INFORMATION GIVEN -
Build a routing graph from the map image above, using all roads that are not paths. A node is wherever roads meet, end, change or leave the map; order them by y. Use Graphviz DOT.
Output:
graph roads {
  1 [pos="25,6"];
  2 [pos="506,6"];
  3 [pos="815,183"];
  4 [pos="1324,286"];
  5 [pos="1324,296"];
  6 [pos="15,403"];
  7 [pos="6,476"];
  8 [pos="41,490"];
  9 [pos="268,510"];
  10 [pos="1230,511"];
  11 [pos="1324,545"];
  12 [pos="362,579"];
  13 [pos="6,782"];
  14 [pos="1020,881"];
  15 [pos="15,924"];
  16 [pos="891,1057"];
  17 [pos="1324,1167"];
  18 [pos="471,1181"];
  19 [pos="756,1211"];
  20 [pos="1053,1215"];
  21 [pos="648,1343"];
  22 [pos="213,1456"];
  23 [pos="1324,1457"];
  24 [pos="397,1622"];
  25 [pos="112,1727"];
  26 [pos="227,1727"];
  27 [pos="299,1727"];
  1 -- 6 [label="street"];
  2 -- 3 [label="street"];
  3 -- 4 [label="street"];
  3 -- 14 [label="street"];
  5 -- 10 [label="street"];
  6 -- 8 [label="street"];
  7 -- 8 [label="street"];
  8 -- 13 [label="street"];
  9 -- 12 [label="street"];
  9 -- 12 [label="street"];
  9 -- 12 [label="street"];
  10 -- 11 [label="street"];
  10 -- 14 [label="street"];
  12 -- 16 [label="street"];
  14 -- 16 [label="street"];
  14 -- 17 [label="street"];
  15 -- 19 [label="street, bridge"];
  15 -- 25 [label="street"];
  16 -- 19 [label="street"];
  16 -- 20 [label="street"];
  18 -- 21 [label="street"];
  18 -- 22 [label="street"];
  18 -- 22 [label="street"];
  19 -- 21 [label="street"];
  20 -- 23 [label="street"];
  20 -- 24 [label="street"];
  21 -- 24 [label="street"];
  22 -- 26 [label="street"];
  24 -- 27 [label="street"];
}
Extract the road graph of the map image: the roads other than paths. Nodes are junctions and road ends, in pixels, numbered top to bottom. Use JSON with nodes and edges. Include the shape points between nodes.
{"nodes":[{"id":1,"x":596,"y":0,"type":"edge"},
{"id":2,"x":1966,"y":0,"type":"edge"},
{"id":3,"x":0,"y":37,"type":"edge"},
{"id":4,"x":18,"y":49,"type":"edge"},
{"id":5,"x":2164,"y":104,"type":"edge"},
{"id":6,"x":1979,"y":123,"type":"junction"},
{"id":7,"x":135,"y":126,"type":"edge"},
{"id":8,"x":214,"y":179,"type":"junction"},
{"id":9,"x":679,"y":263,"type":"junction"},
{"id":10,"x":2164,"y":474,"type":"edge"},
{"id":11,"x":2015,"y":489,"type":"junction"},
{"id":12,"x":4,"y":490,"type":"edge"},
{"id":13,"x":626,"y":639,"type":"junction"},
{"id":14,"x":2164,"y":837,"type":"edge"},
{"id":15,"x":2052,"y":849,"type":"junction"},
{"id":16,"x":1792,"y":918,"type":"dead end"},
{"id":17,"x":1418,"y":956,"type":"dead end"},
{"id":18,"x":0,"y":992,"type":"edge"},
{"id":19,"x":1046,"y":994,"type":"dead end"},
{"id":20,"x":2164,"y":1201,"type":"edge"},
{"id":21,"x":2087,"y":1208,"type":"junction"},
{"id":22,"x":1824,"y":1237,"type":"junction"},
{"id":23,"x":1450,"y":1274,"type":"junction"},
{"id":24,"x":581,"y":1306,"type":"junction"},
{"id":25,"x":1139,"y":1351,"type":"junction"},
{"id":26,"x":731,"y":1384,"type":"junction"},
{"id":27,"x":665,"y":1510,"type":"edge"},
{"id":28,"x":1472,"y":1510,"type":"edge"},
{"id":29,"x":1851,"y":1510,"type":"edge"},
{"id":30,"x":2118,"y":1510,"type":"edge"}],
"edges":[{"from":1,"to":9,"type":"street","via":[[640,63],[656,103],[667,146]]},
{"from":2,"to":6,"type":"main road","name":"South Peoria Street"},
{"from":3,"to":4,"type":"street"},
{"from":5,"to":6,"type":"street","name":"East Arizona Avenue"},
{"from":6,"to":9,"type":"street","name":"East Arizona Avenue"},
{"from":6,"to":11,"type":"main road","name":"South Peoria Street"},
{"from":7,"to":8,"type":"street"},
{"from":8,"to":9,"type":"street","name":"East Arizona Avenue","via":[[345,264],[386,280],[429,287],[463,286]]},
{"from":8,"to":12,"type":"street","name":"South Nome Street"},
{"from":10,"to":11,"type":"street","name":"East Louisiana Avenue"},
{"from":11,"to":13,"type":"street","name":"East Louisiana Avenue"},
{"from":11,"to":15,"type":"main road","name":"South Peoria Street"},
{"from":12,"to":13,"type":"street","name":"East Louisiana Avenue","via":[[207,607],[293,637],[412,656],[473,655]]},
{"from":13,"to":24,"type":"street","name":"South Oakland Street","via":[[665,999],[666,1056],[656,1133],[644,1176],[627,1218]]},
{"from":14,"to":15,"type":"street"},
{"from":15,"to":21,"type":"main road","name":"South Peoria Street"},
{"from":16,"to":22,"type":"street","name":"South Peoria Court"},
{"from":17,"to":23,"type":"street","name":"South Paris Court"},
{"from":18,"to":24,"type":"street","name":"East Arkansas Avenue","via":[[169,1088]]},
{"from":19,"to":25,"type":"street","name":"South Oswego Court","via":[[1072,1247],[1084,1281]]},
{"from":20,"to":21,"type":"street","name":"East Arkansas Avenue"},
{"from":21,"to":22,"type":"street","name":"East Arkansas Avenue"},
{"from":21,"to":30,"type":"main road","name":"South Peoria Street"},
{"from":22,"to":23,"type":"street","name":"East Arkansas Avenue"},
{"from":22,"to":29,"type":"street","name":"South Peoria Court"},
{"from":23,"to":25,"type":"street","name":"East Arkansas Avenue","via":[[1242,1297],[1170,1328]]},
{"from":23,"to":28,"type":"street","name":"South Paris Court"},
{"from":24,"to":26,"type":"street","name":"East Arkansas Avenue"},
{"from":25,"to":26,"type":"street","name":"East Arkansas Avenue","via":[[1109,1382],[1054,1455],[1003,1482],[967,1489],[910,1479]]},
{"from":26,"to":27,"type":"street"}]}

TO DO - Where a line of the data includes the string "nodes", list that line.

OUTPUT OF THE EXERCISE -
Extract the road graph of the map image: the roads other than paths. Nodes are junctions and road ends, in pixels, numbered top to bottom. Use JSON with nodes and edges. Include the shape points between nodes.
{"nodes":[{"id":1,"x":596,"y":0,"type":"edge"},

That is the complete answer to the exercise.